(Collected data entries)
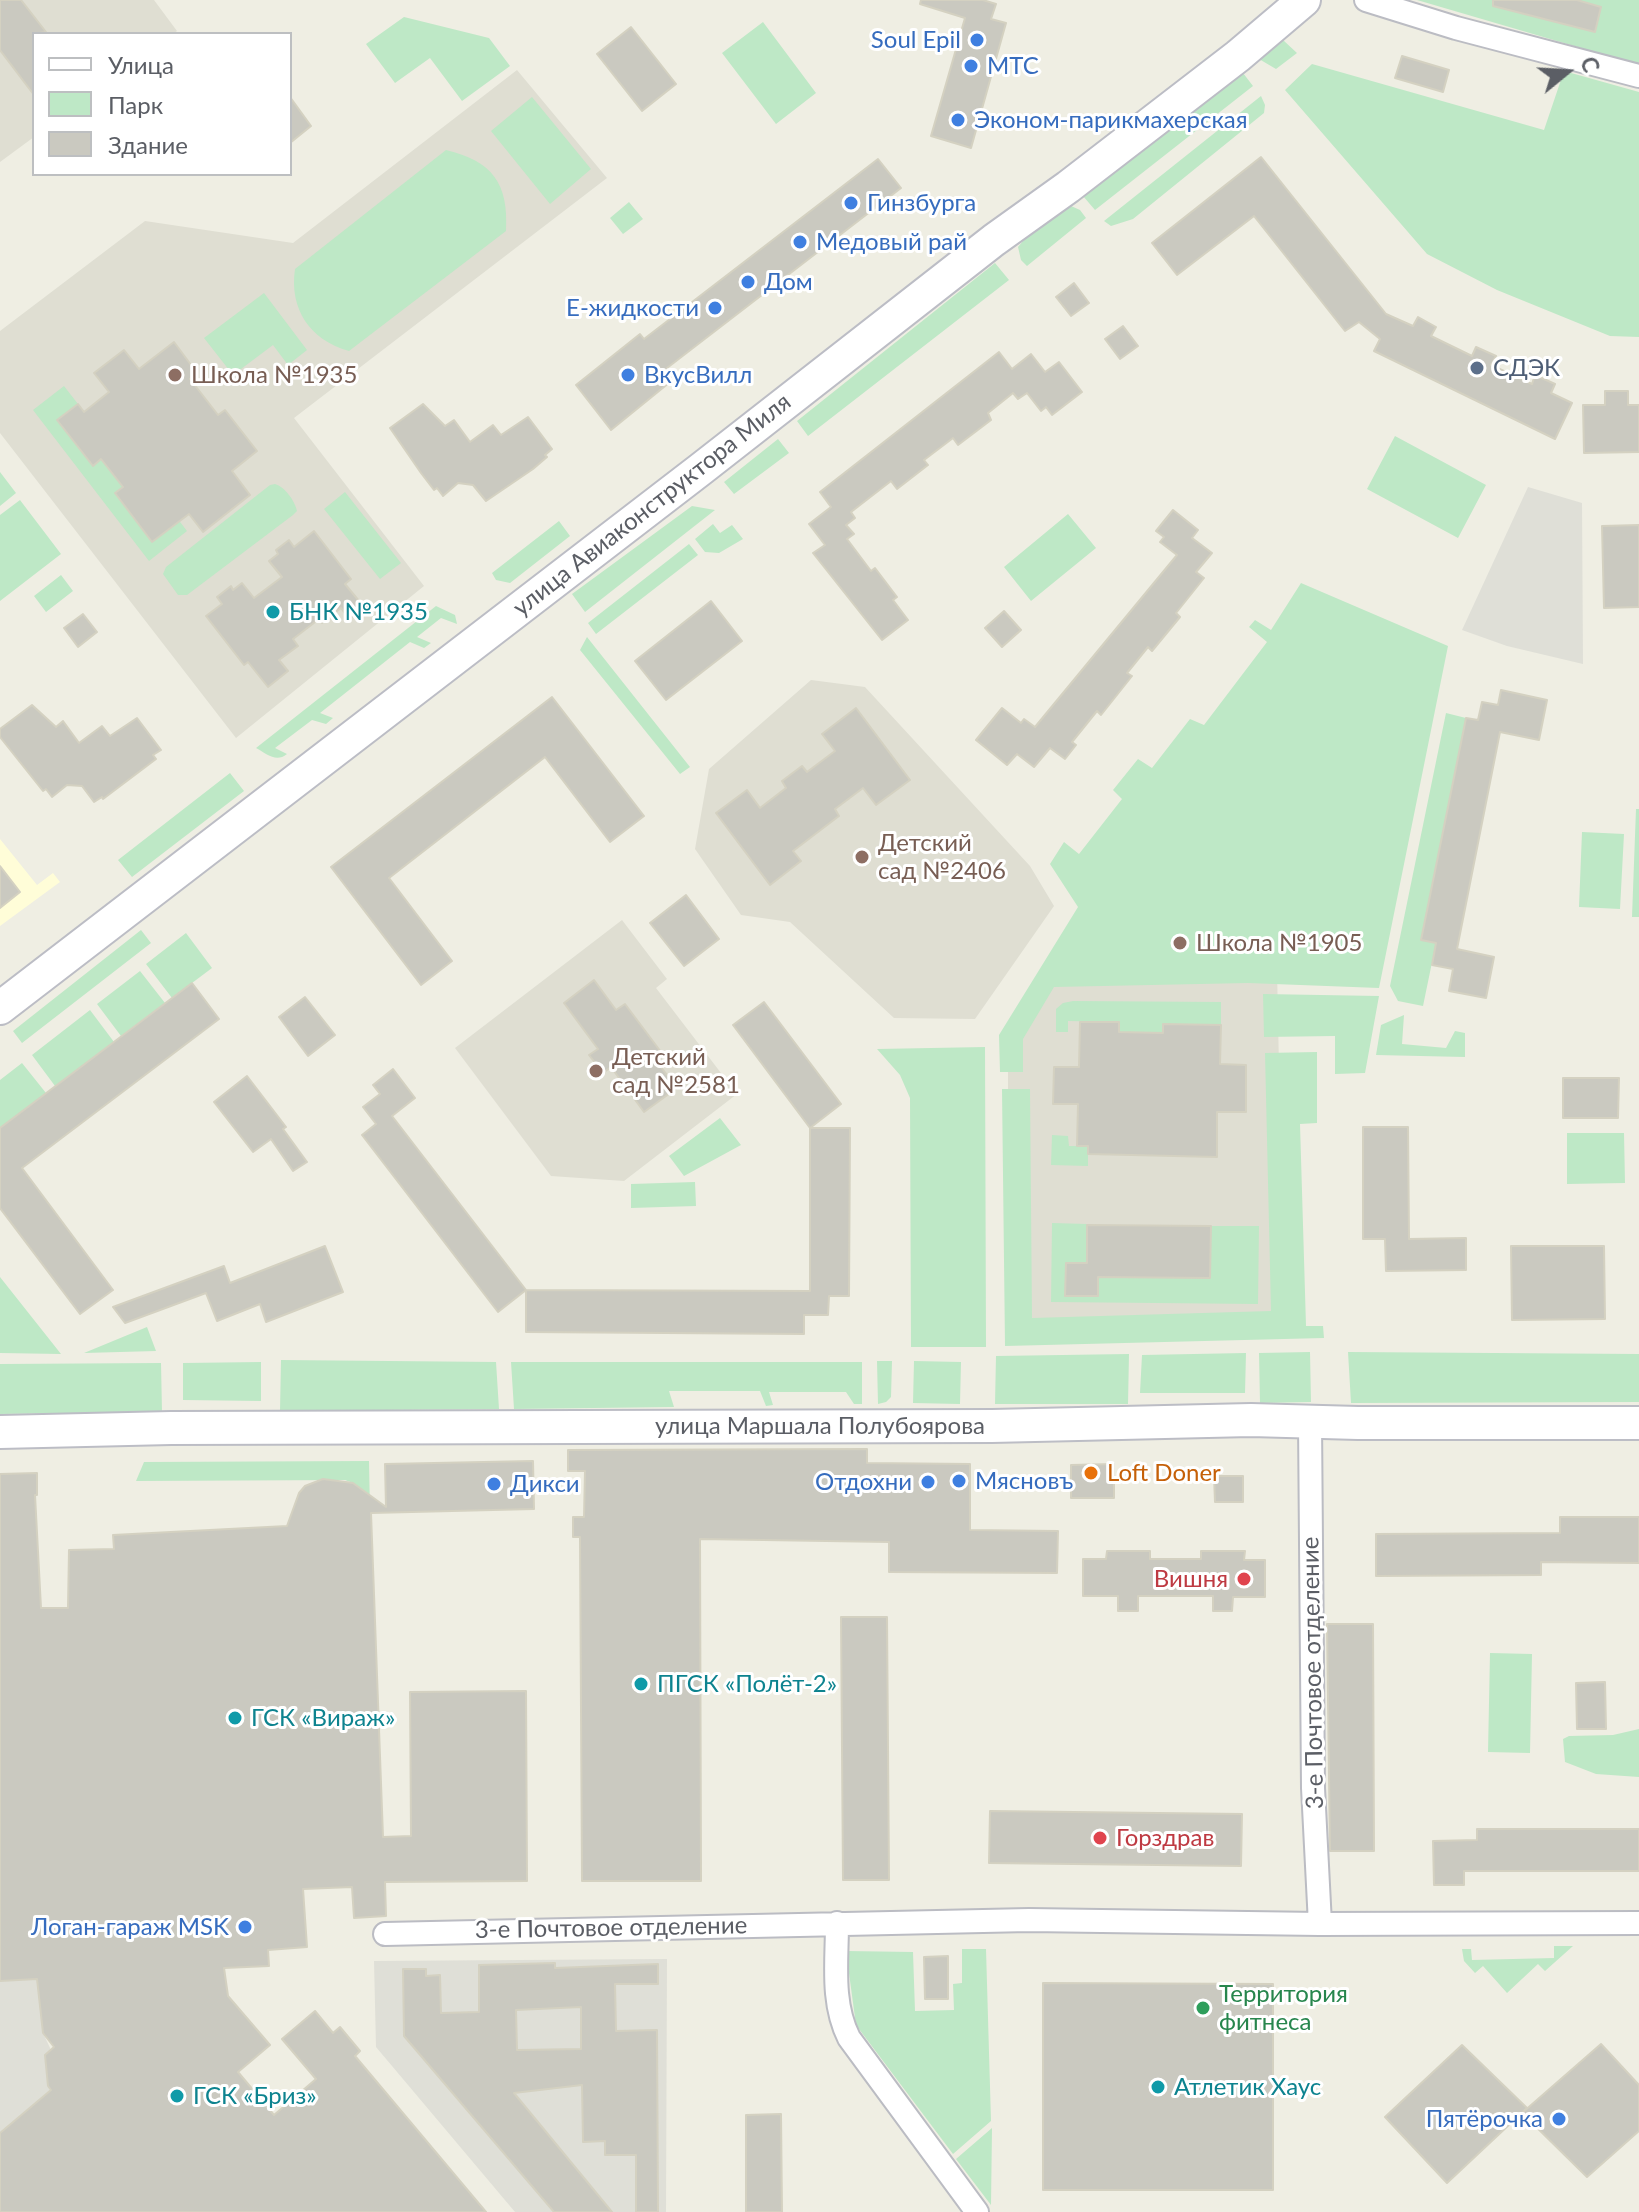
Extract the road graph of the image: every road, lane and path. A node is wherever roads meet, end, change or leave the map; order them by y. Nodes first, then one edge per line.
1 (1304, 0) edge
2 (1366, 0) edge
3 (1639, 76) edge
4 (0, 1008) edge
5 (1310, 1421) junction
6 (1639, 1423) edge
7 (0, 1432) edge
8 (837, 1923) junction
9 (1639, 1923) edge
10 (1320, 1924) junction
11 (385, 1934) dead end
12 (977, 2212) edge

1 - 4 street, улица Авиаконструктора Миля
2 - 3 street
5 - 6 street, улица Маршала Полубоярова
5 - 7 street, улица Маршала Полубоярова
5 - 10 street, 3-е Почтовое отделение
8 - 10 street, 3-е Почтовое отделение
8 - 11 street, 3-е Почтовое отделение
8 - 12 street
9 - 10 street, 3-е Почтовое отделение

*TASK BRIEF*: Exactly what appears in the records above must be returned, apart from the pictures.

*OUTPUT BELOW*:
Extract the road graph of the image: every road, lane and path. A node is wherever roads meet, end, change or leave the map; order them by y. Nodes first, then one edge per line.
1 (1304, 0) edge
2 (1366, 0) edge
3 (1639, 76) edge
4 (0, 1008) edge
5 (1310, 1421) junction
6 (1639, 1423) edge
7 (0, 1432) edge
8 (837, 1923) junction
9 (1639, 1923) edge
10 (1320, 1924) junction
11 (385, 1934) dead end
12 (977, 2212) edge

1 - 4 street, улица Авиаконструктора Миля
2 - 3 street
5 - 6 street, улица Маршала Полубоярова
5 - 7 street, улица Маршала Полубоярова
5 - 10 street, 3-е Почтовое отделение
8 - 10 street, 3-е Почтовое отделение
8 - 11 street, 3-е Почтовое отделение
8 - 12 street
9 - 10 street, 3-е Почтовое отделение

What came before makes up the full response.